Caractérisation par géophysique en forage de la zone endommagée de la faille Alpine, Nouvelle Zélande

par Encadrants de stages - 27 juin 2014 ( maj : 16 juillet 2014 )

Titre : Caractérisation par géophysique en forage de la zone endommagée de la faille Alpine, Nouvelle Zélande

Mots clés : Géophysique en forage, Deep Fault Drilling Project, Faille Alpine, Zone endommagée

Le projet Deep Fault Drilling Project est le projet actuel majeur de forage international à travers une faille active en domaine continental. Contrairement à de nombreux projets antérieurs, il s’intéresse une faille avant rupture, et non après rupture. L’objectif de stage est de caractériser à l’aide de données de géophysique en forage la structure de sa zone endommagée.

Titre : Caractérisation par géophysique en forage de la zone endommagée de la faille Alpine, Nouvelle Zélande

Laboratoire de rattachement : ISTerre

Encadrant : Mai-Linh Doan

Téléphone : 04 76 63 52 09

Mots clés : Géophysique en forage, Deep Fault Drilling Project, Faille Alpine, Zone endommagée

Contexte et objectifs de la mission de stage :

Le projet Deep Fault Drilling Project est le projet actuel majeur de forage international à travers une faille active en domaine continental. Contrairement à de nombreux projets antérieurs, il s’intéresse une faille avant rupture, et non après rupture. L’objectif de stage est de caractériser à l’aide de données de géophysique en forage la structure de sa zone endommagée.

Durant la dernière décennie, plusieurs forages ont été entrepris pour caractériser les failles actives en profondeur. Forer apporte plusieurs informations inaccessibles autrement : il est possible (1) d’obtenir des échantillons frais, sans altération, (2) de caractériser la structure et les propriétés des failles dans des conditions de température et de contraintes in situ, de l’échelle décimétrique à décamétrique (3) d’installer des observatoires permanents pour suivre au plus près l’évolution des failles au cours du cycle sismique. C’est une méthode clé pour mieux comprendre la mécanique des failles, qui mobilise une forte communauté internationale

La faille étudiée est la Faille Alpine, une faille longue de près de 850km. Située dans l’Ile Sud de la Nouvelle Zélande, elle sépare la plaque Pacifique de la plaque Indo-Australienne.

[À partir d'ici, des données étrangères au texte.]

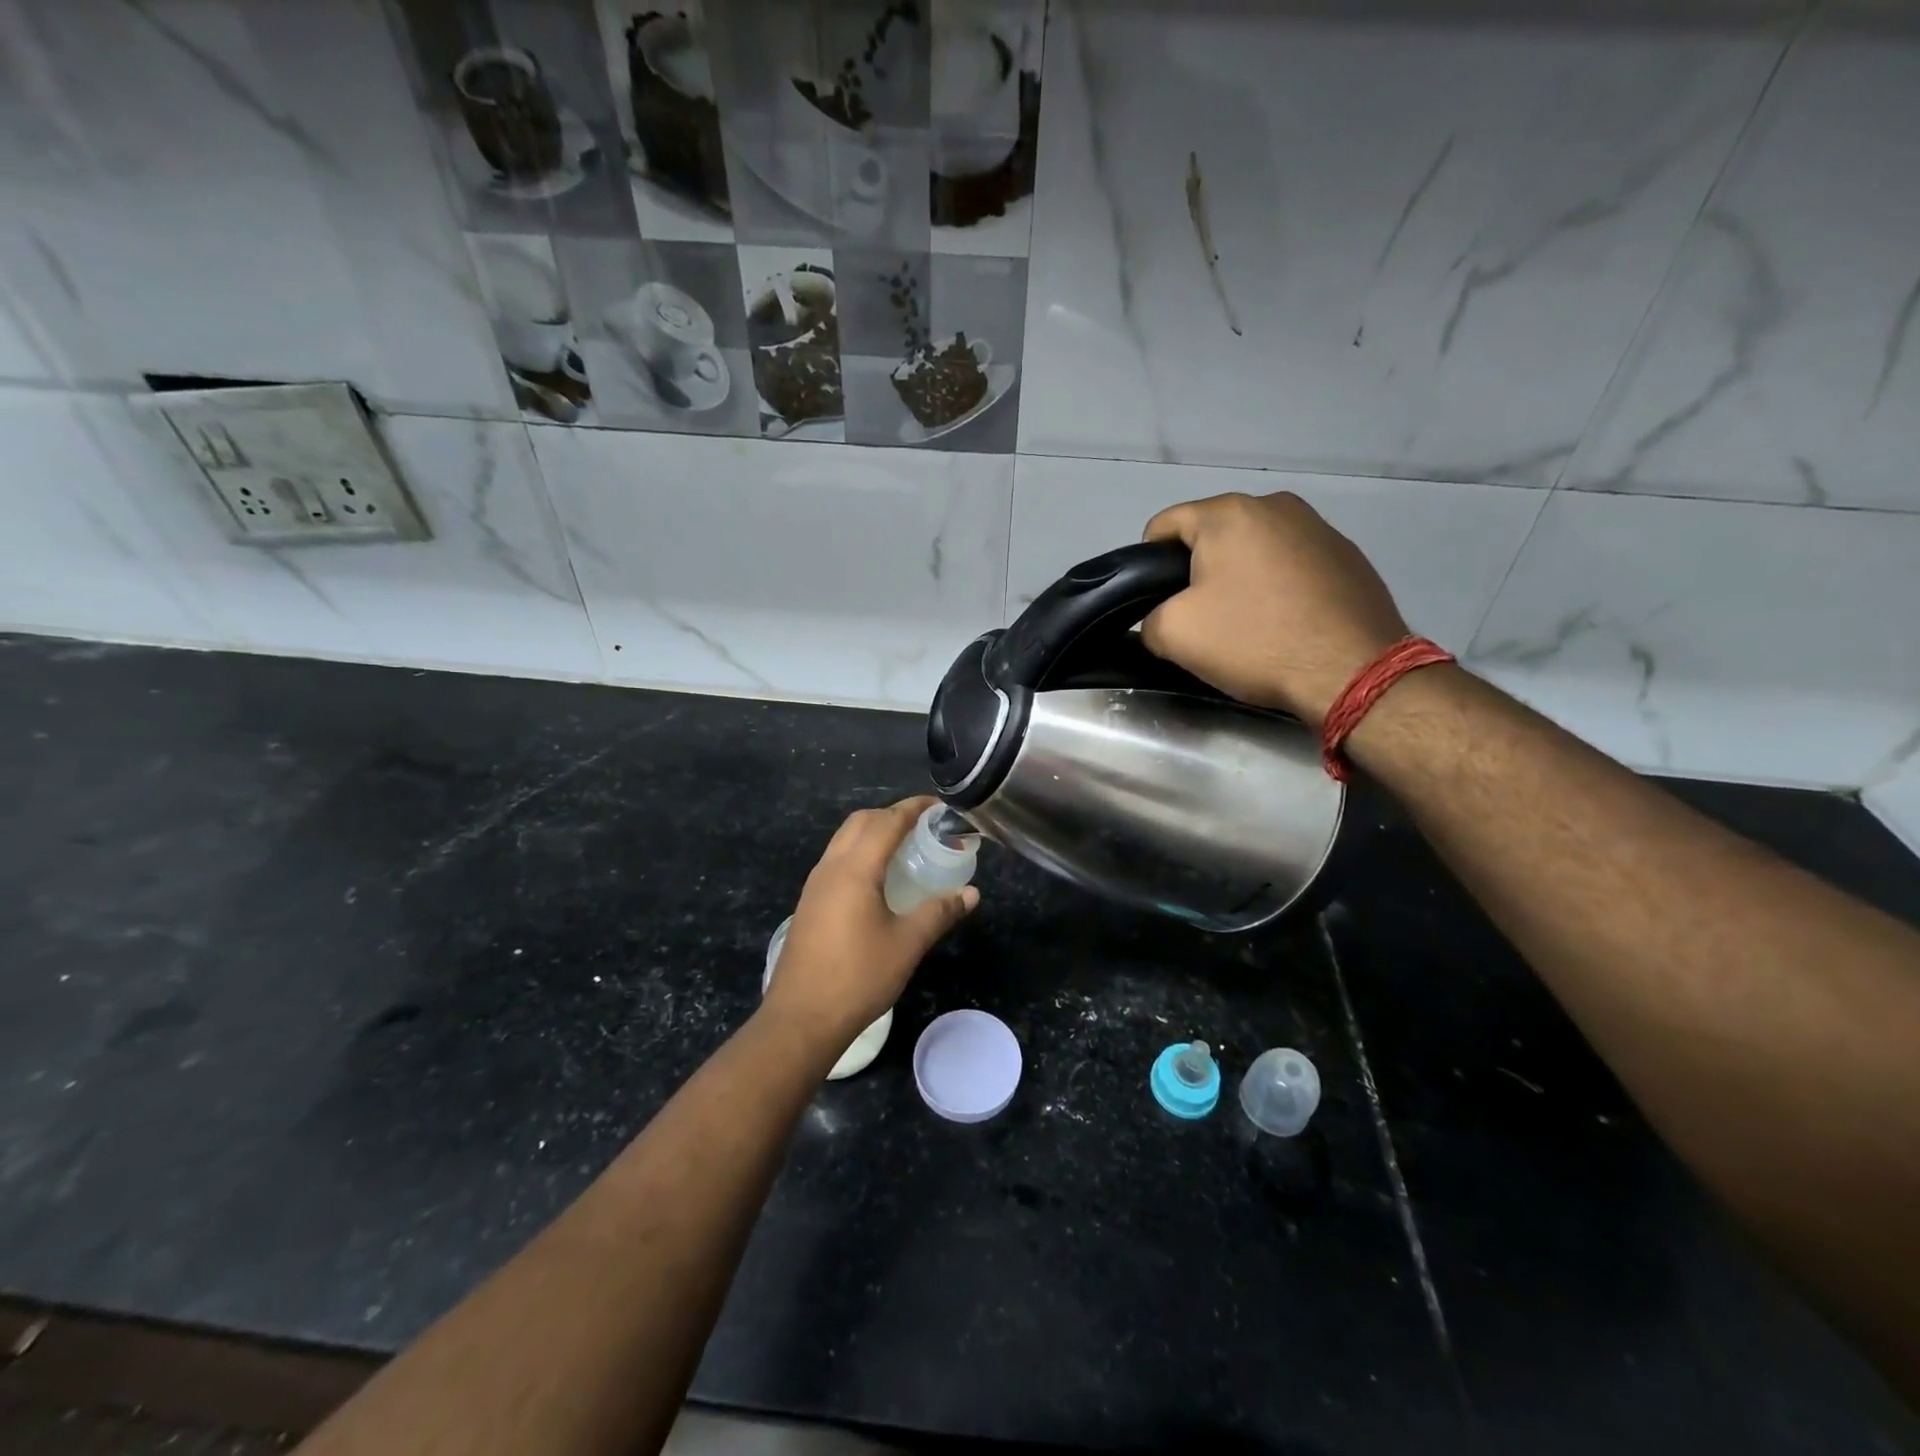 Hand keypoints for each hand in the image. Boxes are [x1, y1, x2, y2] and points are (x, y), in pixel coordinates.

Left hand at [762, 797, 978, 1049]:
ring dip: (873, 833)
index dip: (914, 809)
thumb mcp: (907, 944)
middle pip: (861, 822)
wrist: (801, 1019)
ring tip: (905, 849)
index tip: (940, 807)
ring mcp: (815, 885)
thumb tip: (971, 893)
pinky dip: (860, 853)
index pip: (887, 821)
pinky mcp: (809, 904)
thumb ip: (939, 913)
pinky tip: (879, 881)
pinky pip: (837, 861)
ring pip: (844, 840)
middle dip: (892, 815)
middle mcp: (830, 867)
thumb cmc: (858, 978)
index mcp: (854, 869)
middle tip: (924, 828)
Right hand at [1140, 492, 1410, 726]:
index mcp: (1229, 513)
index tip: (1156, 603)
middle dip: (1199, 572)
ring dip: (1241, 578)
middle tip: (1201, 619)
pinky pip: (1292, 565)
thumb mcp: (1174, 634)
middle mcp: (1276, 504)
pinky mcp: (1348, 555)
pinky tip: (1286, 623)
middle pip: (1212, 535)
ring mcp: (1319, 527)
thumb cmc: (1255, 641)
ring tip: (1247, 624)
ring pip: (1255, 550)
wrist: (1352, 671)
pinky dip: (1279, 587)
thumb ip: (1149, 617)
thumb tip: (1162, 616)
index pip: (1164, 525)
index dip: (1147, 564)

Avec un déplacement horizontal de près de 31 mm/an, c’est l’une des failles transformantes les plus actives au monde [Molnar et Dayem, 2011]. Des paléosismologues ont montré que 24 séismes se sont produits régulièrement sur la faille, avec une récurrence de 329±68 ans, une régularité attribuée à la géométrie et à la lithologie simple de la faille [Berrymann et al, 2012]. Le dernier séisme s’est produit il y a 296 ans ; la faille est donc prête à rompre avec un séisme de forte magnitude (Mw>7, peut-être 8), et il est possible qu’une phase de nucléation enregistrable se produite, comme observé par Bouchon et al. [2011] sur la faille Nord-Anatolienne.

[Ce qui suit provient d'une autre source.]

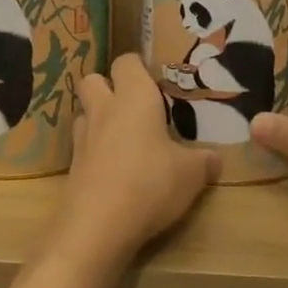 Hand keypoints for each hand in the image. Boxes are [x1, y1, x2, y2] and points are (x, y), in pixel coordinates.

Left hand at [52, 55, 220, 269]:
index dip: (138, 67)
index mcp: (134, 97)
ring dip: (98, 119)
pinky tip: (112, 170)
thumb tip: (216, 159)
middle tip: (132, 106)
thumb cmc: (151, 183)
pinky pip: (82, 148)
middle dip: (108, 86)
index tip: (155, 81)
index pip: (127, 61)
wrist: (98, 226)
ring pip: (84, 113)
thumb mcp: (191, 174)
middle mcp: (104, 109)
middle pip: (92, 79)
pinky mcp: (72, 168)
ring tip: (121, 138)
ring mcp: (83, 138)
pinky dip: (94, 152)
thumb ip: (204, 161) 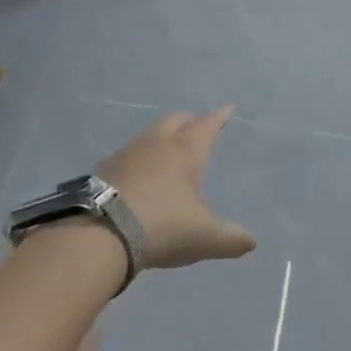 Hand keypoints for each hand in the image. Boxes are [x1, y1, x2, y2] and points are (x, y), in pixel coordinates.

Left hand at [96, 108, 256, 269]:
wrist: (98, 235)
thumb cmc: (161, 227)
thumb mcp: (203, 237)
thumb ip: (230, 239)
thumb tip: (251, 242)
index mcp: (185, 152)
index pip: (206, 126)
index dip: (219, 117)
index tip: (227, 109)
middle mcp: (156, 145)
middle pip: (175, 120)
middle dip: (189, 120)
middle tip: (196, 124)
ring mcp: (126, 154)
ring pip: (148, 134)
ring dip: (161, 135)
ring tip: (166, 146)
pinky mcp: (102, 170)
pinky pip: (126, 154)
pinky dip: (137, 157)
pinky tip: (136, 172) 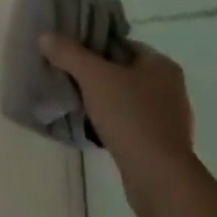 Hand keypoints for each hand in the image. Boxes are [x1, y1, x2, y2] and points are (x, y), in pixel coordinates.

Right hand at [40, 35, 195, 201]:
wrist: (159, 180)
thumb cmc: (130, 116)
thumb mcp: (93, 76)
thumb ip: (68, 53)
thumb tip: (45, 36)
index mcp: (161, 65)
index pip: (120, 44)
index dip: (93, 44)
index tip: (69, 51)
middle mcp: (170, 89)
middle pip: (122, 71)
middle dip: (96, 74)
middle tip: (67, 74)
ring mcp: (168, 120)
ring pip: (125, 99)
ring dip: (102, 100)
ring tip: (75, 100)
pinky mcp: (161, 147)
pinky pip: (129, 124)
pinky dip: (111, 123)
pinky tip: (91, 127) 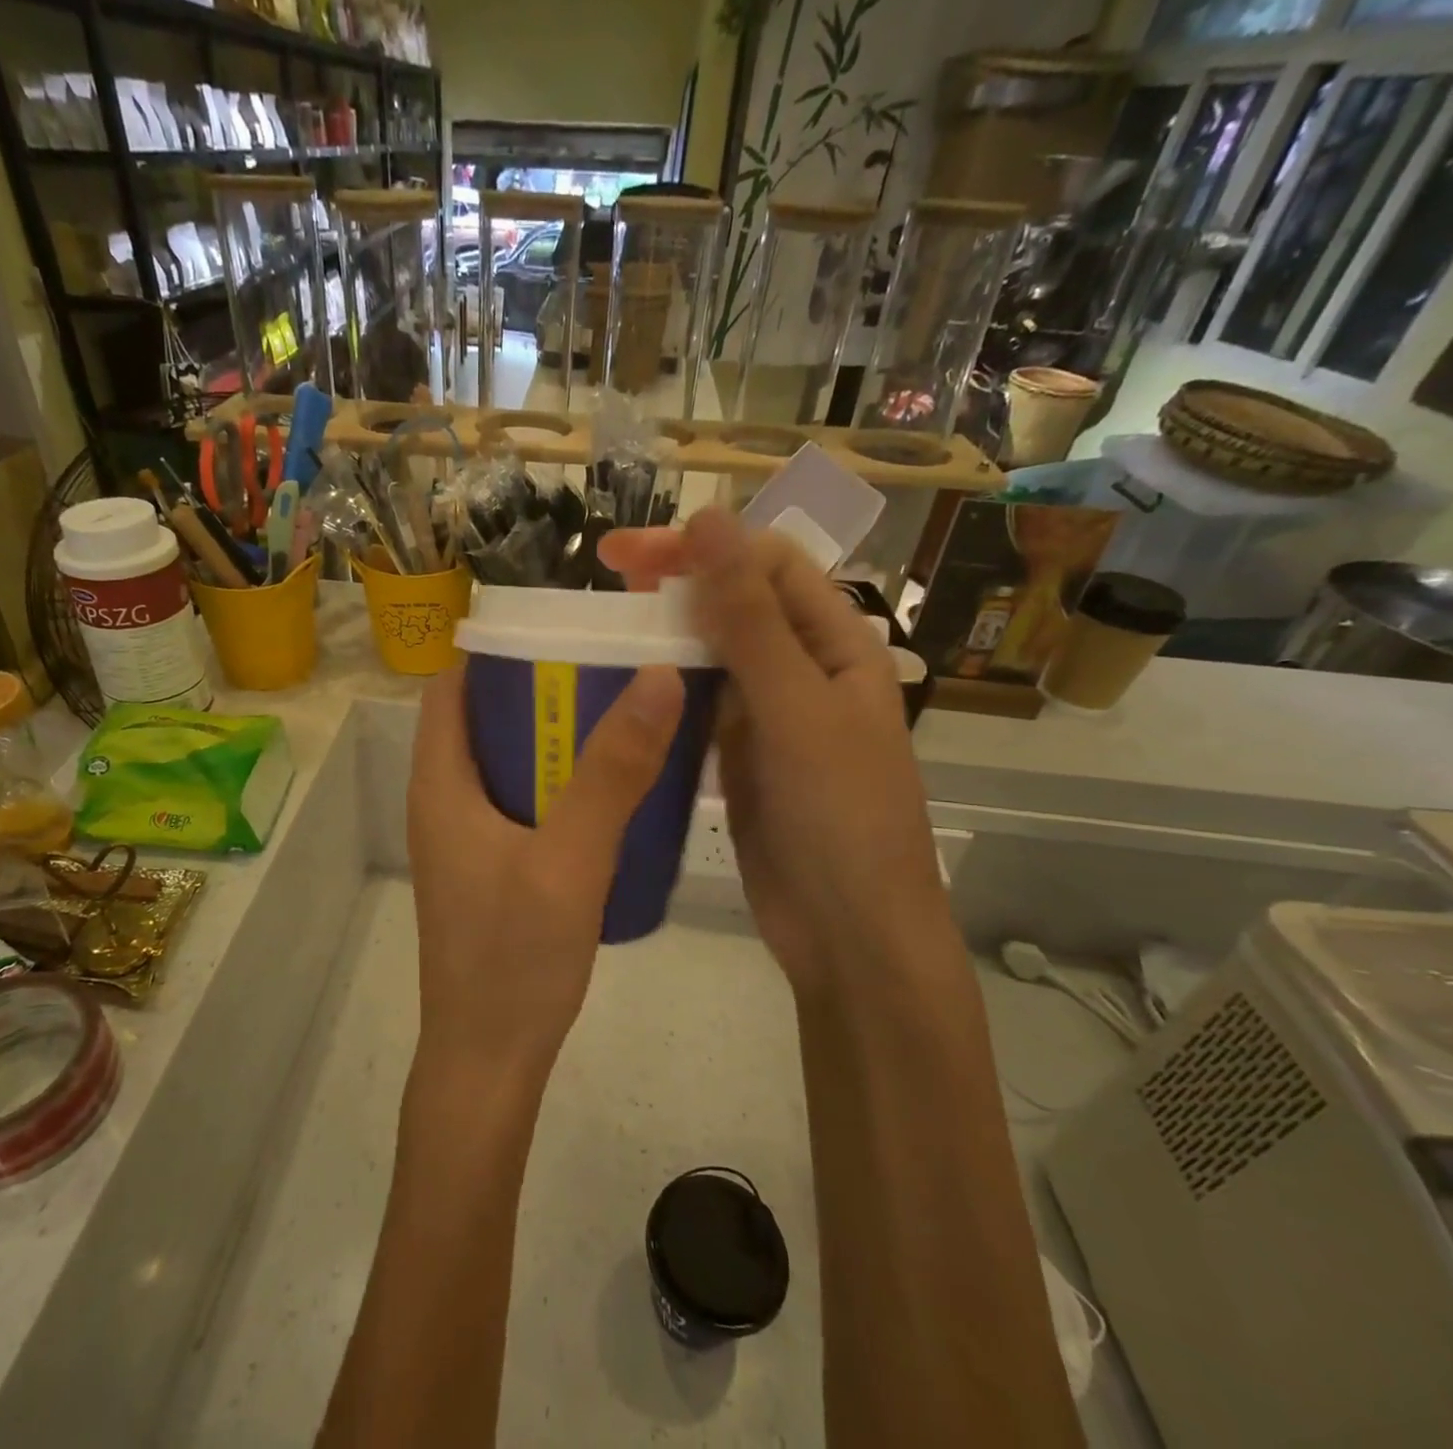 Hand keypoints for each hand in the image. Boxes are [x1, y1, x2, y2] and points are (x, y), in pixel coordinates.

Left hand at [407, 664, 684, 1079]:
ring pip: (508, 761)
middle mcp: (444, 801)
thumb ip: (612, 772)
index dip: (499, 650)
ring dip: (556, 737)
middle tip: (611, 669)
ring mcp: (467, 837)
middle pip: (485, 719)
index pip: (452, 687)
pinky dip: (560, 781)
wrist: (490, 1061)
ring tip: (622, 714)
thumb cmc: (514, 959)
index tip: (565, 629)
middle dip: (541, 689)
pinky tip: (614, 787)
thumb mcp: (570, 859)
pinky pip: (523, 800)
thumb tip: (657, 677)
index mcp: (440, 784)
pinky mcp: (492, 867)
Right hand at [599, 508, 949, 995]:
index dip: (700, 546)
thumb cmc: (838, 816)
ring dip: (666, 631)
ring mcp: (769, 713)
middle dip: (676, 580)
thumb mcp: (795, 709)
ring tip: (605, 624)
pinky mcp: (739, 753)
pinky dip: (666, 686)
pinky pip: (699, 703)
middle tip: (605, 575)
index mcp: (836, 643)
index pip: (765, 563)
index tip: (626, 554)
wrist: (847, 932)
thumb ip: (750, 619)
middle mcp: (803, 667)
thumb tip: (710, 519)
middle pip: (736, 601)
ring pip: (713, 651)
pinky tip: (625, 683)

En automne 2014, une équipe Française (Grenoble/Montpellier) effectuera les mesures géophysiques en forage. Nous aurons ainsi un accès privilégié à ces données uniques. En couplant plusieurs données géophysiques (propriétés électriques et sismiques, imagerie de parois), nous souhaitons quantifier l’intensité et l’extension de la zone endommagée autour de la faille.

Prérequis : Connaissances des principes de la géophysique de subsurface.